Patients with ankylosing spondylitis (AS) with reduced cardiorespiratory fitness had a significantly increased risk for cardiovascular disease (CVD), according to findings published in The Journal of Rheumatology. This relationship was independent of conventional CVD risk factors and AS disease activity measures.
Although lower cardiorespiratory fitness is associated with increased CVD in the general population, this association had not been previously analyzed in AS or other inflammatory joint diseases. Investigators hypothesized an independent inverse correlation between cardiorespiratory fitness and CVD risk.
A cross-sectional study examined a cohort of 118 patients with AS (mean age, 48.9 years; 64% men), with disease activity measured by the Ankylosing Spondylitis Disease Activity Score using C-reactive protein (ASDAS-CRP) and the Bath Ankylosing Spondylitis Disease Activity Index. Peak oxygen uptake measured with maximal treadmill walking was used to assess cardiorespiratory fitness, and arterial stiffness, represented by augmentation index (AIx) and pulse wave velocity (PWV), was used to estimate the risk for CVD. CRP was also measured, and backward multivariate linear regression analysis was used to investigate any associations between peak oxygen uptake and arterial stiffness.
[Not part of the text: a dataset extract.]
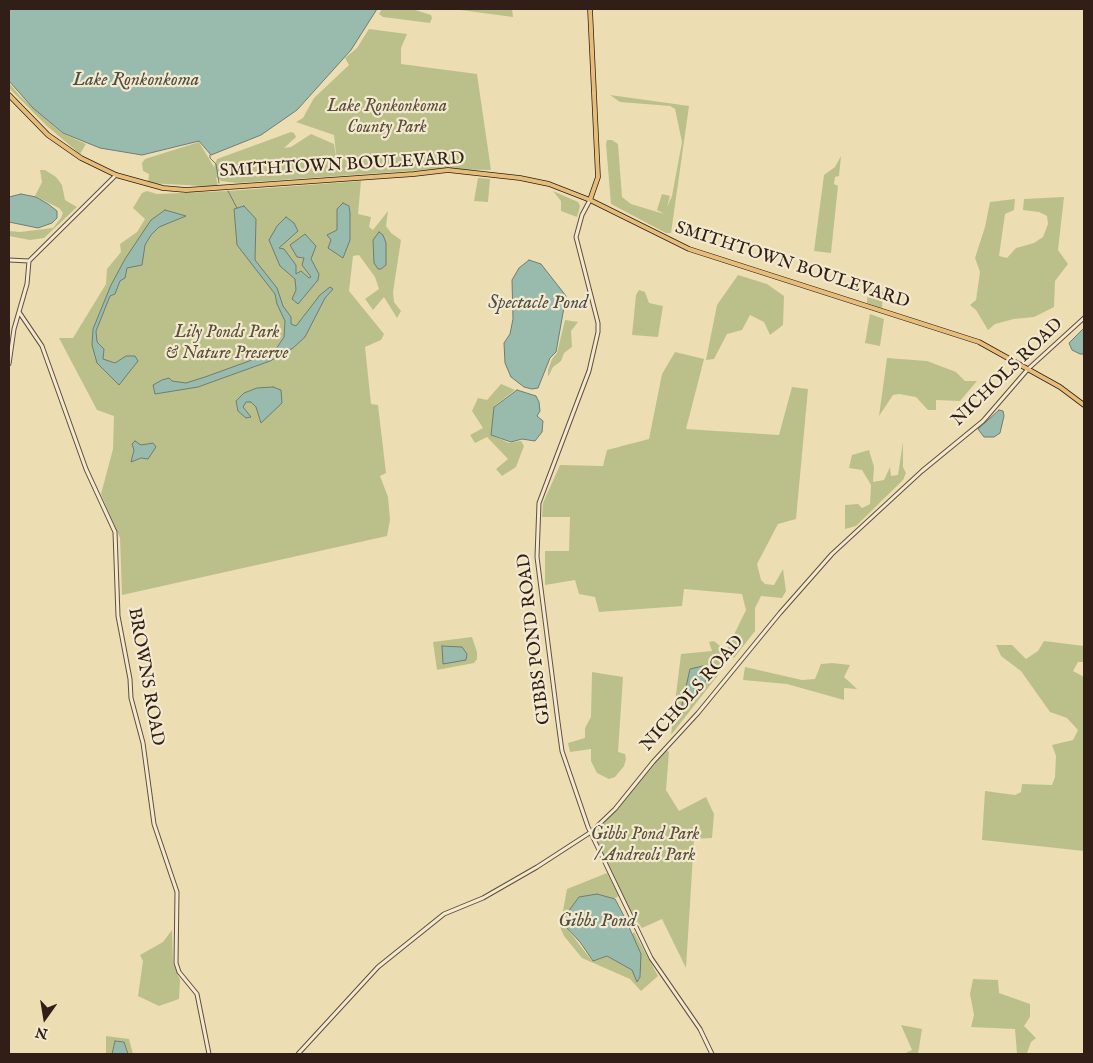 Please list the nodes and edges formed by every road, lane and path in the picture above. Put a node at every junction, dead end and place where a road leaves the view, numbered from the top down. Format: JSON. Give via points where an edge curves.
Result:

Using scatterplots, the researchers detected significant inverse relationships between peak oxygen uptake and both AIx (P <.001) and PWV (P <.001), indicating that poorer cardiorespiratory fitness was linked to increased CVD risk. Multivariate regression revealed significant, independent, inverse associations between peak oxygen uptake and AIx (β = −0.3; 95% CI, −0.6 to −0.1; P =.01) and between peak oxygen uptake and log-transformed PWV (β = −0.005; 95% CI, −0.010 to −0.001, P = .03). No interactions between peak oxygen uptake and CRP or between peak oxygen uptake and the ASDAS-CRP were found.
Study limitations included the inability to discern causation, the possibility of bidirectional effects, the potential underestimation of peak oxygen uptake in patients with physical disabilities, and that biomarker associations should be interpreted cautiously.
“We found that low [peak oxygen uptake] was associated with higher arterial stiffness in patients with AS, indicating that low [cardiorespiratory fitness] is associated with increased CVD risk,” concluded the authors. They noted that regular aerobic exercise can be a method to improve cardiorespiratory fitness and decrease CVD risk, but warned that high disease activity that prevents patients from getting such exercise may first need to be addressed to facilitate this change. Future longitudinal intervention trials were recommended to evaluate the effect of exercise on cardiorespiratory fitness and CVD risk in the AS population.
Reference
Berg IJ, Semb AG, Sveaas SH, et al. Associations between cardiorespiratory fitness and arterial stiffness in ankylosing spondylitis: a cross-sectional study. J Rheumatol. 2018;45(7):1-4.